Decorated with amber and gold, the Amber Room was part of the Catherine Palace near St Petersburg, but was last seen in Koenigsberg, then a Baltic port city in Germany but now the Russian enclave of Kaliningrad.

It was from Koenigsberg that the Karlsruhe steamer set sail in 1945 with a heavy cargo, before being sunk by Soviet warplanes off the coast of Poland.

Now divers from the Baltictech group say they have found the wreck of the ship.

 

Divers say the wreckage is from the World War II ship the Karlsruhe, which was sunk by Soviet planes off the coast of Poland in 1945. /Thomasz Stachura/Baltictech/Reuters.

Divers say the wreckage is from the World War II ship the Karlsruhe, which was sunk by Soviet planes off the coast of Poland in 1945. /Thomasz Stachura/Baltictech/Reuters.

 

"We have been looking for the wreckage since last year, when we realized there could be the most interesting, undiscovered story lying at the bottom of the Baltic Sea," diver Tomasz Stachura said in a statement.

"It is practically intact. In its holds we discovered military vehicles, porcelain and many crates with contents still unknown."
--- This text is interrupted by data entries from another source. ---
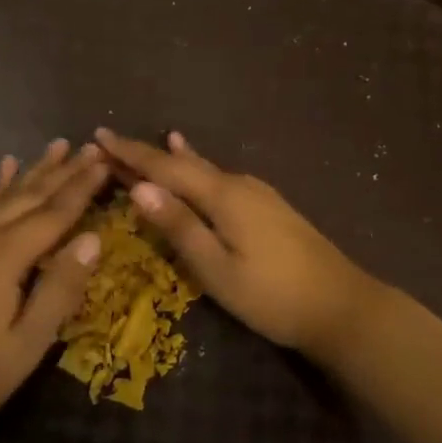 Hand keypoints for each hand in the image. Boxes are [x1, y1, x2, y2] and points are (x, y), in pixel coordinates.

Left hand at [0, 140, 107, 442]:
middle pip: (29, 197)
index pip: (54, 214)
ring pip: (4, 198)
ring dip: (33, 171)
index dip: (82, 188)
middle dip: (62, 172)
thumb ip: (60, 288)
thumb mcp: (26, 344)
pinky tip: (4, 170)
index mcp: (3, 258)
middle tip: (90, 146)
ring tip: (56, 146)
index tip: (106, 160)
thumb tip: (93, 239)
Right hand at [94, 128, 383, 362]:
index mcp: (222, 196)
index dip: (131, 153)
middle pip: (183, 164)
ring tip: (147, 147)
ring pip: (203, 170)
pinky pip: (220, 179)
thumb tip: (139, 187)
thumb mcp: (217, 269)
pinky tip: (198, 161)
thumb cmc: (273, 296)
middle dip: (146, 155)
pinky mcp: (268, 207)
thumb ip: (179, 226)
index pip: (165, 167)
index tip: (99, 136)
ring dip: (170, 162)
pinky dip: (197, 169)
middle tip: (110, 145)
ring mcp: (258, 194)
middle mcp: (238, 184)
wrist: (343, 306) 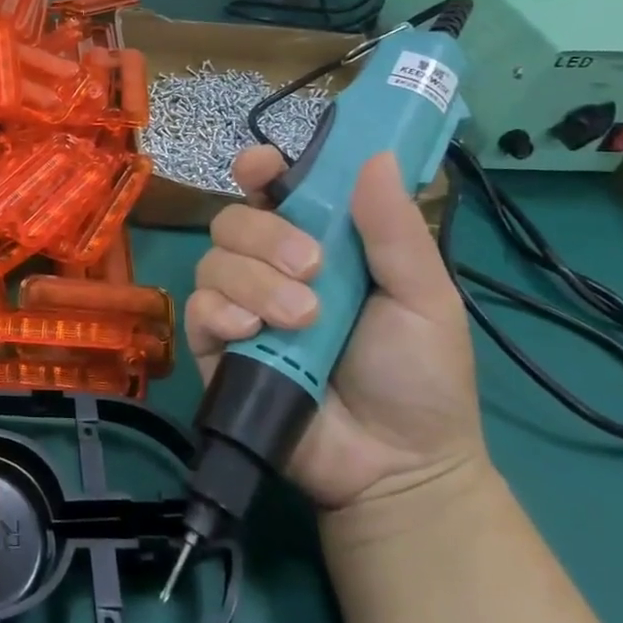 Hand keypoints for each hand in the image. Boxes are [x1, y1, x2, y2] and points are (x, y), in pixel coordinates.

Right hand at [186, 147, 483, 512]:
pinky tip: (253, 332)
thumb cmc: (418, 375)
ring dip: (255, 281)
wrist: (396, 466)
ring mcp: (238, 306)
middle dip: (267, 236)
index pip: (272, 191)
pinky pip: (198, 309)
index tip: (262, 167)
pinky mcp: (215, 346)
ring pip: (213, 261)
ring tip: (302, 320)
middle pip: (234, 220)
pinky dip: (222, 312)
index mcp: (317, 243)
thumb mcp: (425, 298)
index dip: (259, 170)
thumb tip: (375, 156)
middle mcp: (268, 267)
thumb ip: (395, 231)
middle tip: (314, 270) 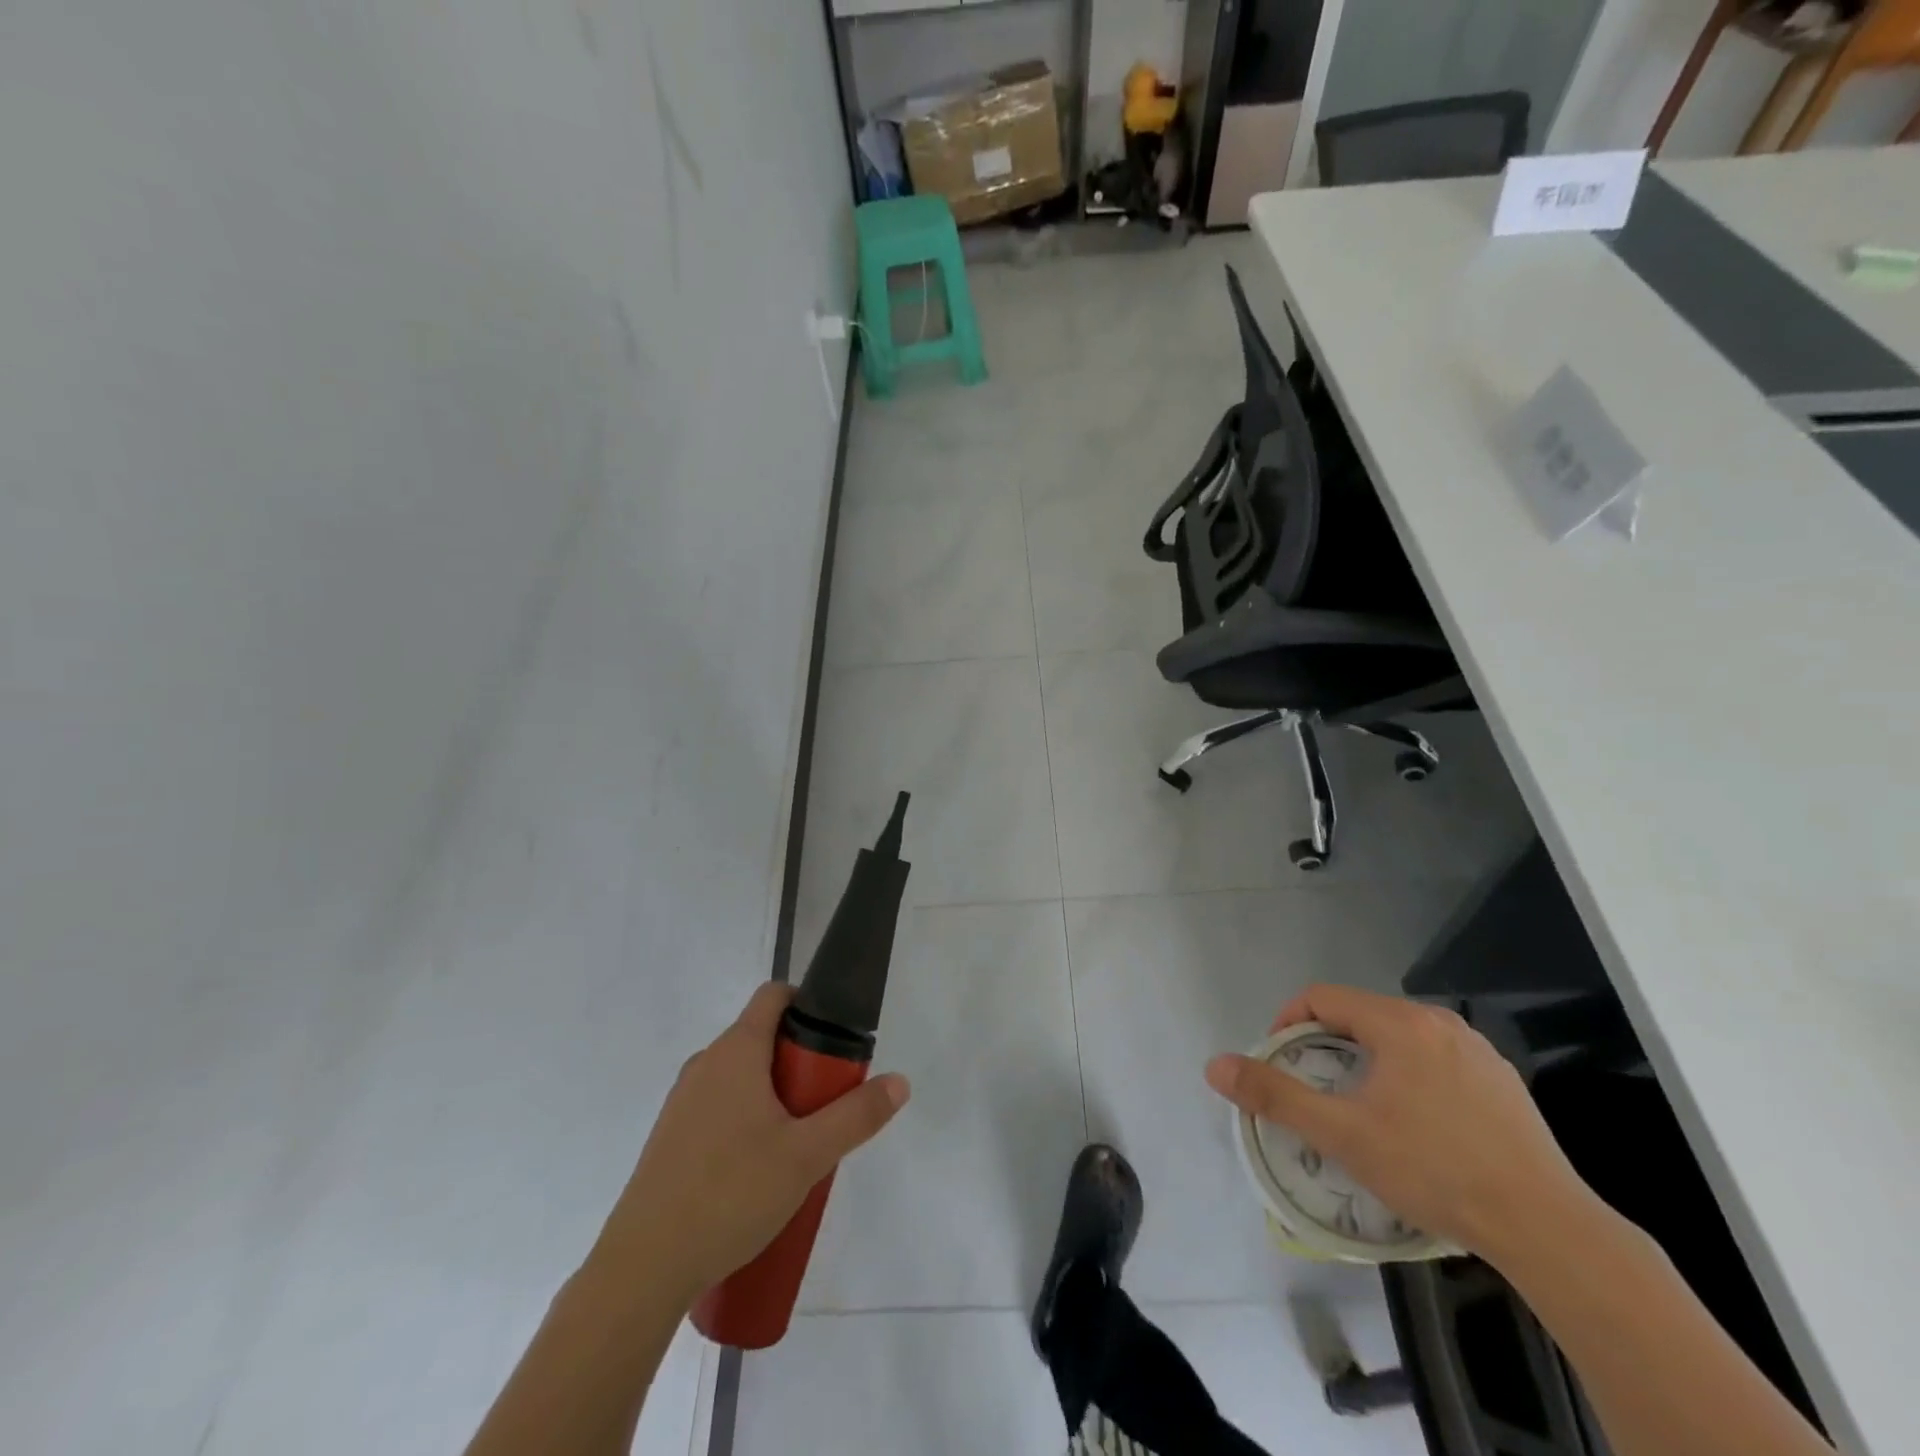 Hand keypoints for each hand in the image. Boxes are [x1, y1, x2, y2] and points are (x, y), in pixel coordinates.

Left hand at [588, 982, 909, 1305]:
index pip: (774, 995)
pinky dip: (747, 1121)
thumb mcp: (808, 1155)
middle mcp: (705, 1064)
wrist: (642, 1269)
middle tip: (826, 1104)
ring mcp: (683, 1102)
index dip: (808, 1003)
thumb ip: (857, 1116)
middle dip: (800, 1062)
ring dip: (775, 1095)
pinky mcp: (671, 1138)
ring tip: (798, 1145)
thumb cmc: (730, 1194)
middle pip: (763, 1038)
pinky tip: (758, 1174)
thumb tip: (899, 1081)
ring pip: (742, 1077)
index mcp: (736, 1050)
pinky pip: (720, 1108)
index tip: (835, 1040)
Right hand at [1204, 984, 1594, 1266]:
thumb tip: (1214, 1064)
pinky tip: (1418, 1125)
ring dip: (1367, 1061)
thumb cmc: (1434, 1169)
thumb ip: (1275, 1095)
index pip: (1322, 998)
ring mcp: (1477, 1051)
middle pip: (1360, 1015)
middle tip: (1316, 1090)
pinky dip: (1409, 1077)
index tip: (1282, 1063)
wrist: (1548, 1228)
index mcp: (1399, 1022)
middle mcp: (1439, 1022)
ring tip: (1361, 1108)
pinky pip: (1436, 1061)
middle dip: (1326, 1044)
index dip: (1289, 1023)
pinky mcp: (1503, 1082)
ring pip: (1399, 1038)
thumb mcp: (1342, 1134) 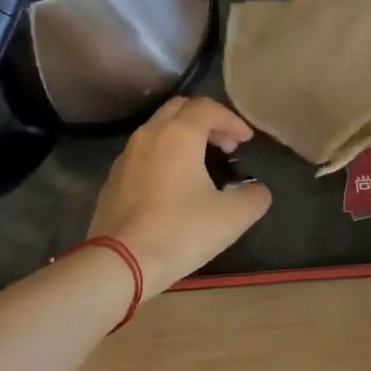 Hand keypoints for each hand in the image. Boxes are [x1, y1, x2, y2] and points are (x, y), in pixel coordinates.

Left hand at [89, 96, 273, 295]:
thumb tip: (257, 190)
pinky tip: (173, 186)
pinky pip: (143, 153)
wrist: (120, 262)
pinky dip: (164, 156)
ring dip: (183, 137)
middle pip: (180, 109)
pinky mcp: (113, 178)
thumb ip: (254, 197)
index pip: (208, 107)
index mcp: (179, 134)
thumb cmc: (180, 231)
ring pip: (158, 129)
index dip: (232, 120)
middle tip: (225, 146)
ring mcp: (126, 155)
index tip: (246, 141)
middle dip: (206, 121)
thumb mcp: (232, 218)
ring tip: (201, 165)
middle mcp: (150, 134) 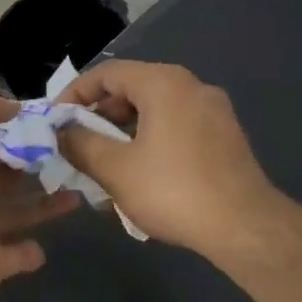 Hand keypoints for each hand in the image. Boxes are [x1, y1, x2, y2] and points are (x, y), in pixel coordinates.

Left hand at [0, 90, 79, 301]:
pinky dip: (31, 252)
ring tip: (79, 192)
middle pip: (8, 175)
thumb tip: (15, 108)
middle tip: (79, 157)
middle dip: (39, 165)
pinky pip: (17, 256)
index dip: (20, 130)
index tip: (59, 124)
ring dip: (47, 203)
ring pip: (20, 212)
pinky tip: (46, 245)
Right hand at [56, 60, 281, 256]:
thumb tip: (61, 132)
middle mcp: (192, 87)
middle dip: (98, 116)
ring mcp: (214, 112)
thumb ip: (80, 143)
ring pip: (154, 111)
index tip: (56, 121)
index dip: (74, 94)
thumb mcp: (114, 168)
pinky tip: (138, 175)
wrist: (245, 228)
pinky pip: (176, 128)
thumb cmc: (173, 190)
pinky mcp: (225, 137)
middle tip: (76, 144)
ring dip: (122, 132)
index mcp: (164, 84)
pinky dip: (149, 141)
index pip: (107, 73)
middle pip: (132, 89)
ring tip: (102, 164) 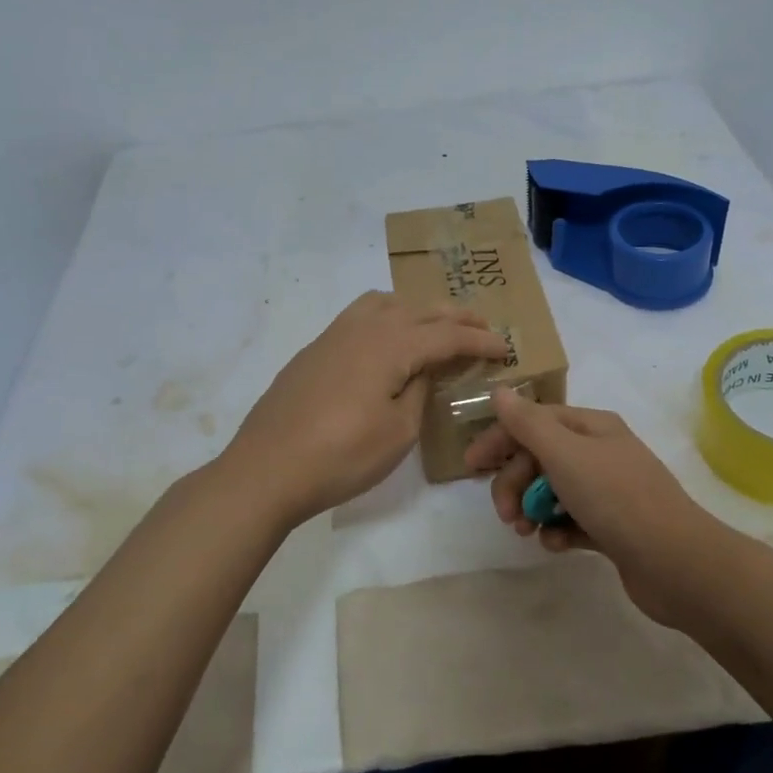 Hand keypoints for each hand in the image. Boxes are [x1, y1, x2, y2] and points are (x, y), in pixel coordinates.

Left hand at [223, 292, 507, 527]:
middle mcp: (364, 327)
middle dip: (456, 317)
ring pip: (386, 303)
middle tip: (482, 328)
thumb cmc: (341, 456)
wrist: (266, 469)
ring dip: (418, 309)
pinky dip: (387, 317)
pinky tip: (388, 342)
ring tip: (435, 326)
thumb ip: (419, 390)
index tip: (506, 347)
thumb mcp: (398, 431)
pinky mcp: (315, 349)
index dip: (480, 341)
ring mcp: (334, 334)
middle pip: (420, 310)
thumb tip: (424, 369)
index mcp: (391, 344)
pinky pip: (361, 315)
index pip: (447, 335)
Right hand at [465, 389, 725, 623]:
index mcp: (592, 427)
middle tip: (505, 514)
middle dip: (515, 482)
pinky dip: (557, 531)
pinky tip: (555, 545)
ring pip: (553, 491)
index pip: (534, 421)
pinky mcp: (612, 527)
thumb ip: (528, 424)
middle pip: (541, 458)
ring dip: (532, 508)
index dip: (500, 439)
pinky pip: (571, 521)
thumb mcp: (565, 454)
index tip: (470, 466)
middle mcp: (601, 453)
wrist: (676, 563)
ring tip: (526, 532)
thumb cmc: (616, 498)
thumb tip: (499, 390)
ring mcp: (608, 491) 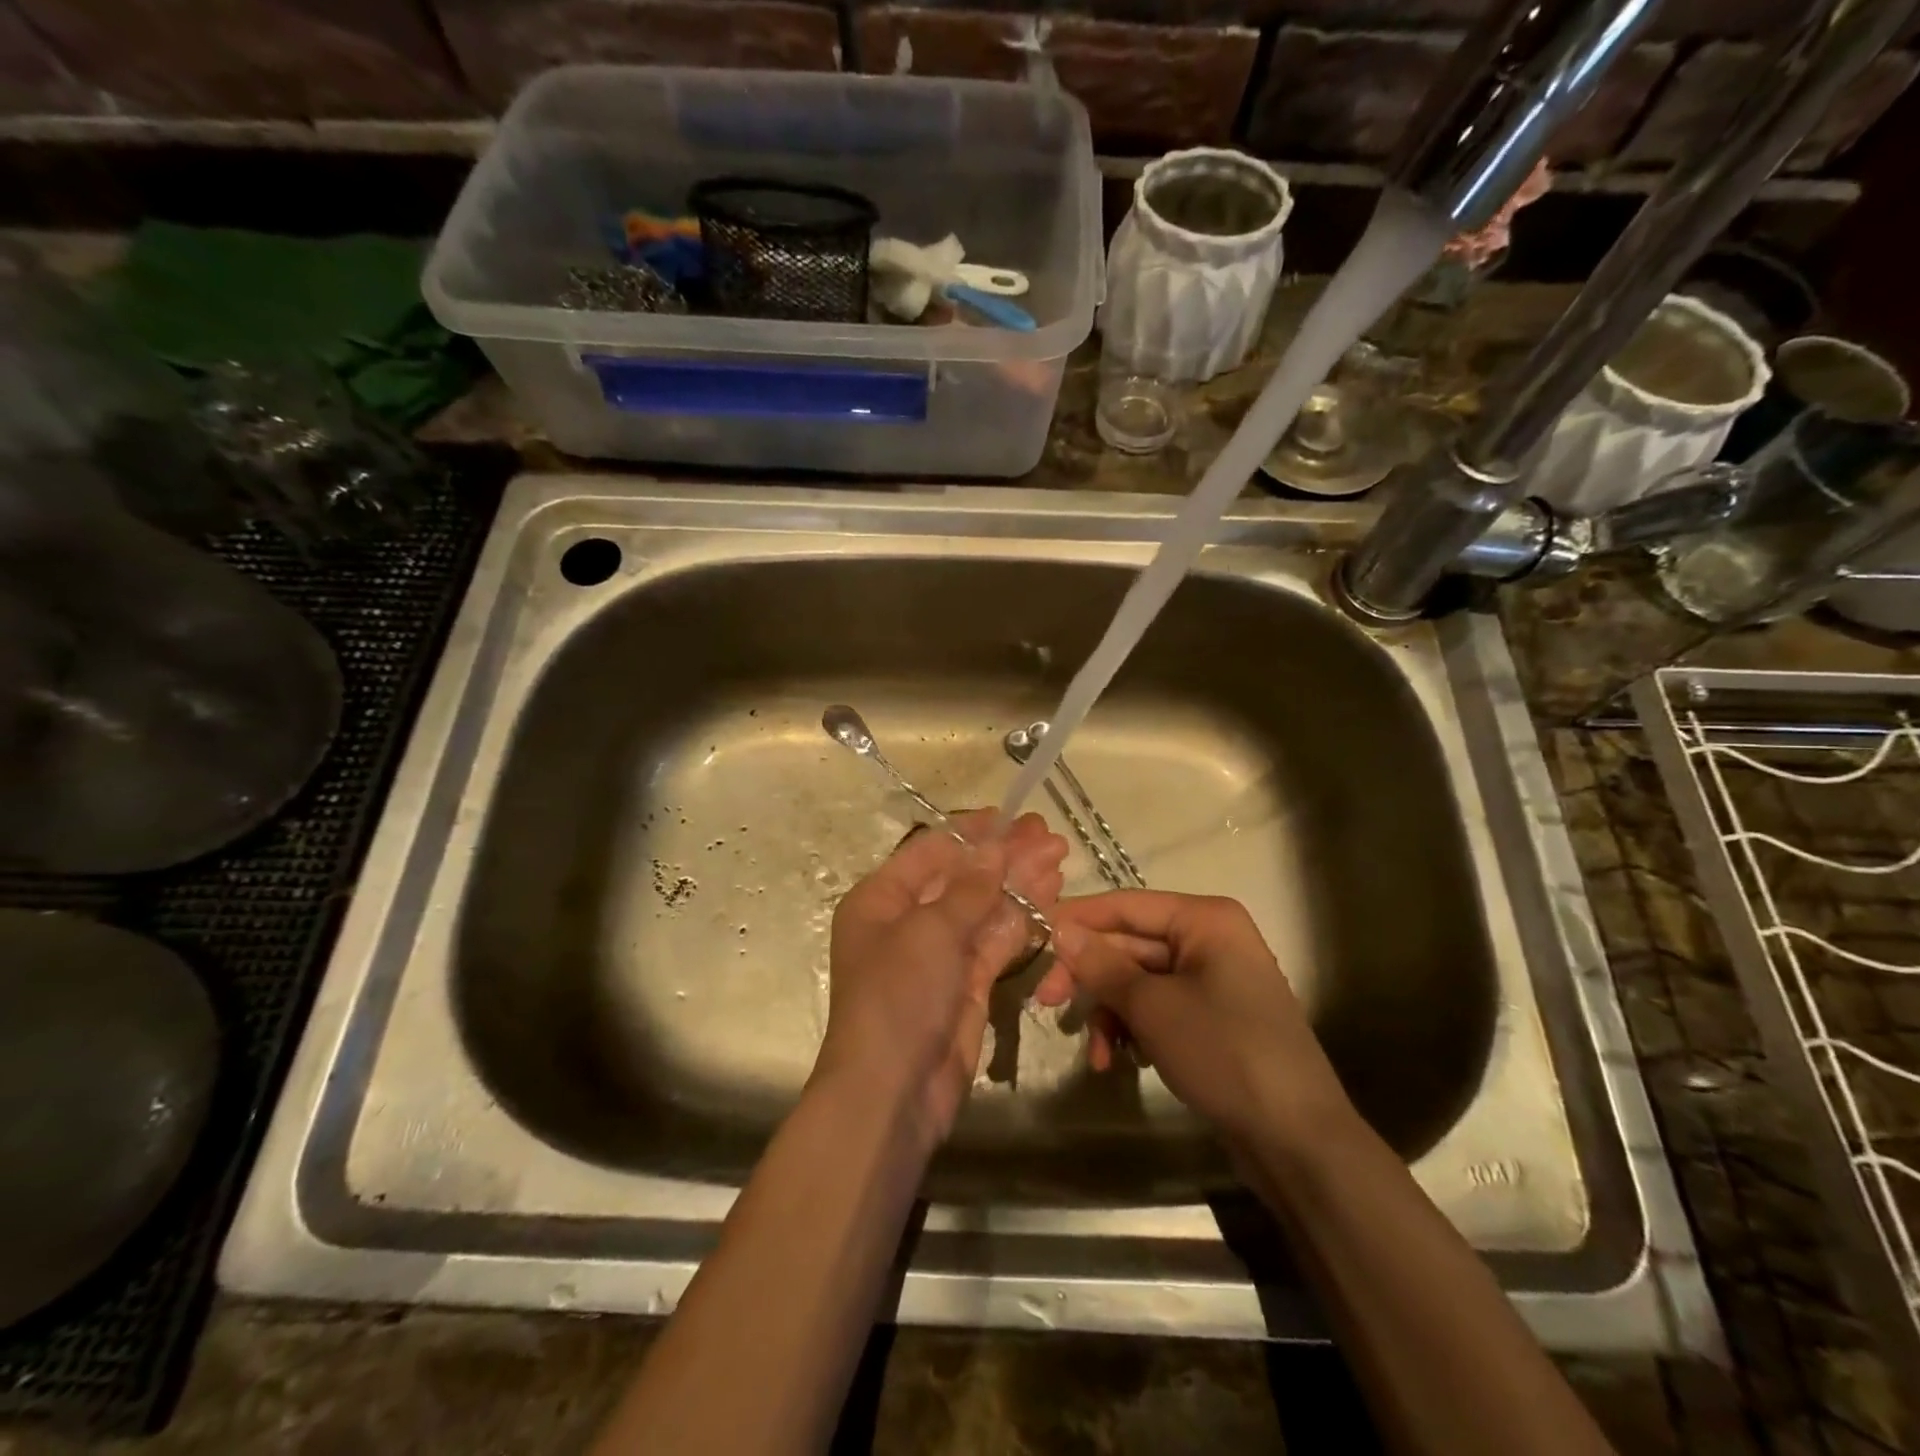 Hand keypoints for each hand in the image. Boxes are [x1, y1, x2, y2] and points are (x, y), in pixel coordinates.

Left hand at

The Karlsruhe had been taking part in Operation Hannibal, one of the largest sea evacuations in history, which helped more than one million German troops and civilians from East Prussia escape the Soviet advance towards the end of World War II.

 

 

Documentation from the time suggests the boat left Koenigsberg in a hurry, with a large cargo and 1,083 people onboard.

"All this, put together, stimulates the human imagination. Finding the German steamer and the crates with contents as yet unknown resting on the bottom of the Baltic Sea may be significant for the whole story," said diver Tomasz Zwara.

The Amber Room was constructed in Prussia and then given to Tsar Peter the Great of Russia in 1716 as a present.

The Germans dismantled it and took it to Koenigsberg during the war, from where it disappeared during Allied bombing raids on the city. Many believe it was destroyed. Russian craftsmen have constructed a replica Amber Room in the Catherine Palace.